Instant messaging such as WhatsApp and WeChat also contribute to the dissemination of fake news. The users simply forward the received messages and the number of receivers multiplies very quickly. 

Source: Nielsen, 2019

A 2018 study by Ipsos on ‘Malaysians’ susceptibility towards fake news,’ revealed that 50 percent of Malaysians admitted that they have taken a piece of fake news to be true, even when 74 percent of them believed that they can spot fake news themselves

In Malaysia, Internet fraud and fake news are on the rise. Based on Cyber Security Malaysia’s (CSM) statistics, there have been 2,977 reported incidents from January to April 2019, with cyber fraud recording the highest number of incidents with 1,963 cases. CSM chief executive officer Dr Amirudin Abdul Wahab said among Internet fraudulent activities were the dissemination of fake news, impersonation and offering non-existent services.

“News, reports, audio and video recordings that are either completely or partially false have been disseminated, sensationalised by certain parties to 'discredit' certain individual or organisations. Sometimes to gain money,” Dr Amirudin told a Malaysian media, adding that “every fake news has a big impact on the perception and the reputation of those involved in the news.”

‘Rumours and good journalism’ 

“To make it worse, 63 percent of Malaysians could not distinguish between rumours and good journalism,” Dr Amirudin lamented.

Not being able to distinguish between fact and fake news is troubling as some can simply accept the information without checking their validity. The action of impulse sharing perpetuates the spread of fake news.

On social media, Gen Zs get their information from voices or ‘opinion-based’ news, usually in the form of influencers or social commenters.
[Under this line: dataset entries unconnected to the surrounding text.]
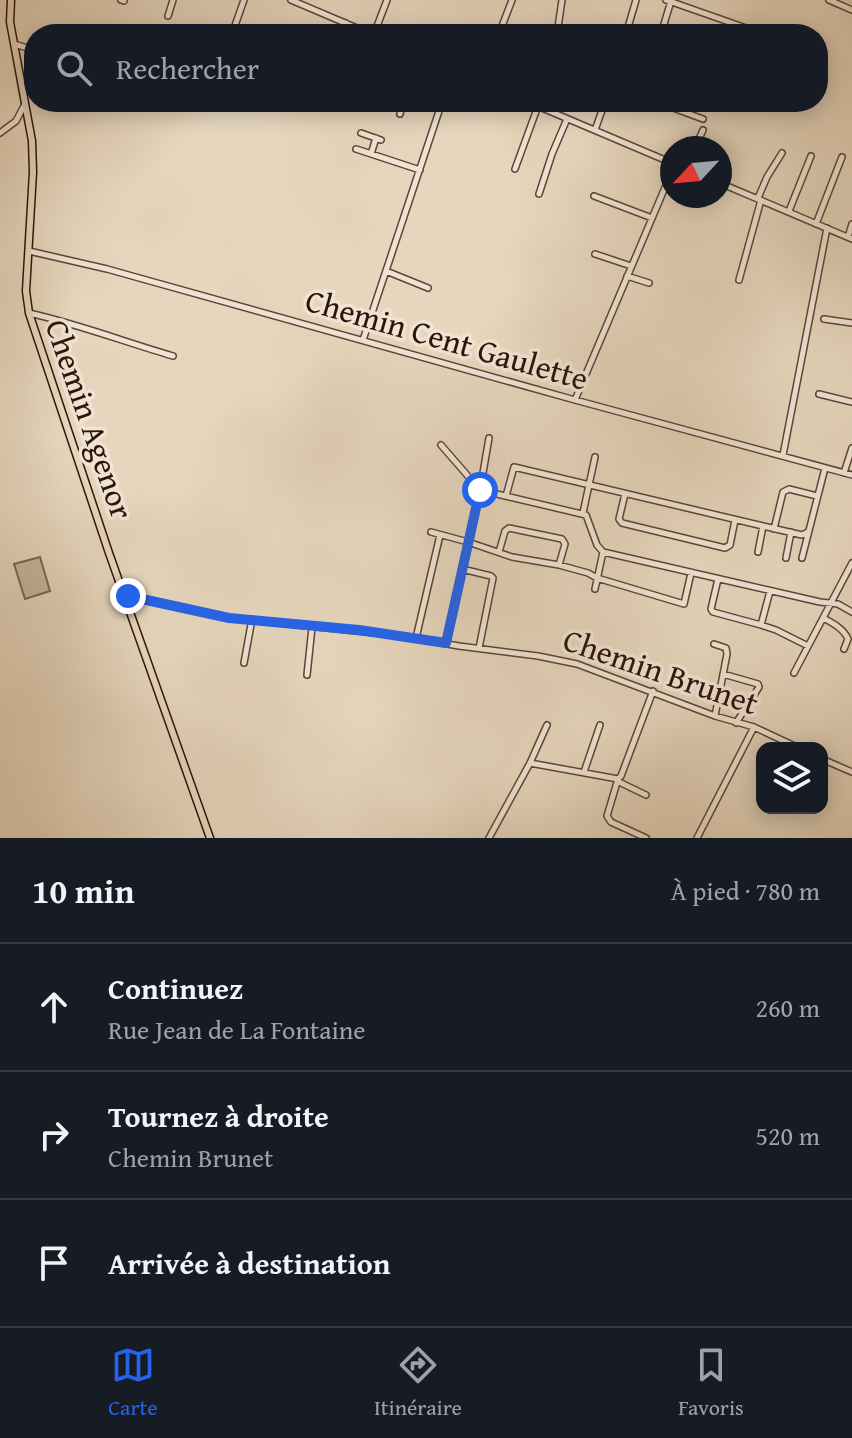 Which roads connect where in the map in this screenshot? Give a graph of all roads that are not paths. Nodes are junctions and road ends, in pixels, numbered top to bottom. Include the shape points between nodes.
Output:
1 (11, 0) edge
2 (173, 0) edge
3 (244, 0) edge
4 (291, 0) edge
5 (387, 0) edge
6 (512, 0) edge
7 (564, 0) edge
8 (636, 0) edge
9 (829, 0) edge
10 (670, 1) edge
11 (852, 10) edge
12 (168, 16) dead end
13 (346, 23) edge
14 (236, 24) edge
15 (376, 24) edge
16 (503, 24) edge
17 (559, 24) edge
18 (629, 24) edge
19 (664, 24) edge
20 (735, 24) edge
21 (14, 44) junction
22 (24, 47) edge
23 (24, 98) edge
24 (24, 105) edge
25 (26, 112) edge
26 (439, 112) edge
27 (536, 112) edge
28 (551, 112) edge
29 (601, 112) edge
30 (684, 112) edge
31 (567, 119) junction
32 (703, 119) dead end
33 (16, 121) junction
34 (28, 122) junction
35 (595, 130) junction
36 (703, 130) dead end
37 (0, 133) edge
38 (361, 133) dead end
39 (700, 136) edge
40 (356, 149) dead end
41 (782, 153) dead end
42 (371, 154) junction
43 (811, 156) dead end
44 (842, 157) dead end
45 (660, 158) edge
46 (515, 169) dead end
47 (420, 170) junction
48 (732, 188) edge
49 (539, 194) dead end
50 (594, 196) dead end
51 (660, 199) edge
52 (760, 199) junction
53 (789, 211) junction
54 (652, 218) junction
55 (816, 224) junction
56 (852, 224) edge
57 (827, 228) junction
58 (850, 238) edge
59 (29, 251) junction
60 (595, 254) dead end
61 (631, 266) junction
62 (386, 271) junction
63 (627, 276) junction
64 (739, 280) dead end
65 (649, 283) dead end
66 (428, 288) dead end
67 (29, 313) junction
68 (824, 319) dead end
69 (852, 323) edge
70 (363, 340) junction
71 (173, 356) dead end
72 (819, 394) dead end
73 (575, 400) junction
74 (852, 402) edge
75 (489, 438) dead end
76 (441, 445) dead end
77 (852, 448) edge
78 (783, 455) junction
79 (595, 457) dead end
80 (825, 468) junction
81 (844, 473) junction
82 (852, 475) edge
83 (589, 484) junction
84 (480, 490) junction
85 (625, 494) junction
86 (506, 496) junction
87 (817, 496) junction
88 (583, 513) junction
89 (735, 520) junction
90 (763, 526) junction
91 (774, 529) junction
92 (431, 532) dead end
93 (791, 532) junction
94 (808, 532) junction
95 (440, 535) junction
96 (468, 542) junction
97 (499, 552) junction
98 (603, 552) junction
99 (758, 552) dead end
100 (786, 558) dead end
101 (802, 558) dead end
102 (852, 563) edge
103 (559, 565) junction
104 (462, 569) junction
105 (691, 573) junction
106 (597, 578) junction
107 (718, 579) junction
108 (595, 589) dead end
109 (770, 591) junction
110 (125, 597) junction
111 (832, 602) junction
112 (852, 612) edge
113 (823, 618) junction
114 (252, 619) junction
115 (761, 625) junction
116 (312, 627) junction
117 (416, 638) junction
118 (446, 643) junction
119 (714, 644) dead end
120 (808, 646) junction
121 (479, 648) junction
122 (844, 649) dead end
123 (244, 663) dead end
124 (794, 673) dead end
125 (723, 674) junction
126 (307, 675) dead end
127 (653, 691) junction
128 (715, 716) junction
129 (736, 723) junction
130 (547, 725) dead end
131 (600, 725) dead end
132 (754, 727) junction
133 (786, 742) edge
134 (828, 762) edge
135 (530, 763) junction
136 (584, 772) junction
137 (852, 772) edge
138 (618, 780) junction
139 (646, 795) dead end
140 (210, 838) edge
141 (489, 838) edge
142 (646, 838) edge
143 (697, 838) edge

1 - 21 main road, Chemin Agenor
2 - 12 street
3 - 14 street
4 - 13 street
5 - 15 street
6 - 16 street
7 - 17 street
8 - 18 street
9 - 11 street
10 - 19 street
10 - 20 street
21 - 22 street
21 - 23 main road, Chemin Agenor
24 - 33 street
25 - 34 main road, Chemin Agenor
26 - 47 street
27 - 46 street
28 - 31 street
29 - 35 street
30 - 32 street
31 - 35 street
31 - 49 street
33 - 34 street
33 - 37 street
34 - 59 main road, Chemin Agenor via 33,172
35 - 45 street
36 - 39 street
38 - 42 street via 378,139
40 - 42 street
41 - 52 street
42 - 47 street
43 - 53 street
44 - 55 street
47 - 62 street
48 - 52 street
50 - 54 street
51 - 54 street
52 - 53 street
52 - 64 street
53 - 55 street
54 - 61 street
55 - 57 street
56 - 58 street
57 - 58 street
57 - 78 street
59 - 67 main road, Chemin Agenor
59 - 70 street, Chemin Cent Gaulette
60 - 61 street
61 - 63 street
62 - 66 street
62 - 70 street
63 - 65 street
63 - 73 street
67 - 71 street
67 - 110 main road, Chemin Agenor
68 - 69 street
70 - 73 street, Chemin Cent Gaulette
72 - 74 street
73 - 78 street, Chemin Cent Gaulette
75 - 84 street
76 - 84 street
77 - 81 street
78 - 80 street, Chemin Cent Gaulette
79 - 83 street
80 - 81 street, Chemin Cent Gaulette
80 - 87 street
81 - 82 street, Chemin Cent Gaulette
83 - 85 street
83 - 86 street via 514,467
83 - 88 street
84 - 86 street
84 - 96 street
85 - 89 street
85 - 89 street via 622,523 725,548
86 - 88 street
87 - 91 street via 783,492
87 - 94 street
88 - 98 street
89 - 90 street
90 - 91 street
90 - 99 street
91 - 93 street
92 - 95 street
93 - 94 street
93 - 100 street
94 - 101 street
95 - 96 street
95 - 117 street
96 - 97 street
96 - 104 street
97 - 103 street
97 - 103 street via 509,528 562,539
98 - 105 street
98 - 106 street
102 - 111 street
103 - 106 street
104 - 118 street
104 - 121 street via 493,578
105 - 106 street via 684,604
105 - 107 street
106 - 108 street
107 - 109 street
107 - 115 street via 713,612
109 - 111 street
109 - 115 street
110 - 114 street, Chemin Brunet
110 - 140 main road, Chemin Agenor
111 - 112 street
111 - 113 street
113 - 120 street
113 - 122 street via 847,635
114 - 116 street, Chemin Brunet
114 - 123 street
115 - 120 street
116 - 117 street, Chemin Brunet
116 - 126 street
117 - 118 street, Chemin Brunet
118 - 121 street, Chemin Brunet
119 - 125 street via 727,651
120 - 124 street
121 - 127 street, Chemin Brunet via 577,664
125 - 128 street
125 - 129 street via 759,687
127 - 128 street, Chemin Brunet
127 - 138 street
128 - 129 street, Chemin Brunet
129 - 132 street, Chemin Brunet
130 - 135 street
131 - 136 street
132 - 133 street, Chemin Brunet
132 - 143 street
134 - 137 street
135 - 136 street
135 - 141 street
136 - 138 street
138 - 139 street
138 - 142 street via 607,818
These influencers give updates on current issues, but they may also parrot misinformation they have received online or speaking based on their inherent social biases and prejudices. Influencers have also been known to buy followers. Last year, Instagram launched an initiative to remove fake accounts, reportedly to be in the millions. 

In the Ipsos survey, 48 percent of Malaysians think other people don’t care about facts anymore as they believe only what they want. 

"In the age of populism, it is increasingly visible that media and public figures try to appeal to the heart rather than the intellect of the population. This leads to a situation where the public will believe what they want to believe rather than taking facts into consideration. Fake news is playing to this psychology amongst Malaysians,” said Arun Menon, the Managing Director of Ipsos Malaysia.

Web evaluation

The government has set up agencies such as the Malaysian Communications and Multimedia Commission (MCMC) to monitor and investigate any activities involving Internet misuse through the provision of Section 233 of the Malaysian Communications and Multimedia Act 1998.

Last year, an Anti-Fake News Act was passed to protect Malaysia’s citizens from fake news. But the act has since been seen as a law to stifle free speech.

But is there a support system in place to help the young navigate the internet and judge the information that affects them as citizens? Dr Amirudin believes that the most effective weapon against fake news on the Internet is public awareness.

The web is now dominated by astroturfing (the deceptive practise of presenting an orchestrated marketing), search engine optimisation (a calculative process of maximising the number of visitors to a website), and lobbyists posing as academics and scientists. 

Though it is not difficult to see why young people are confused by the information they come across social media platforms, the tech-savvy Gen Z should be more aware of who and what they are engaging with online.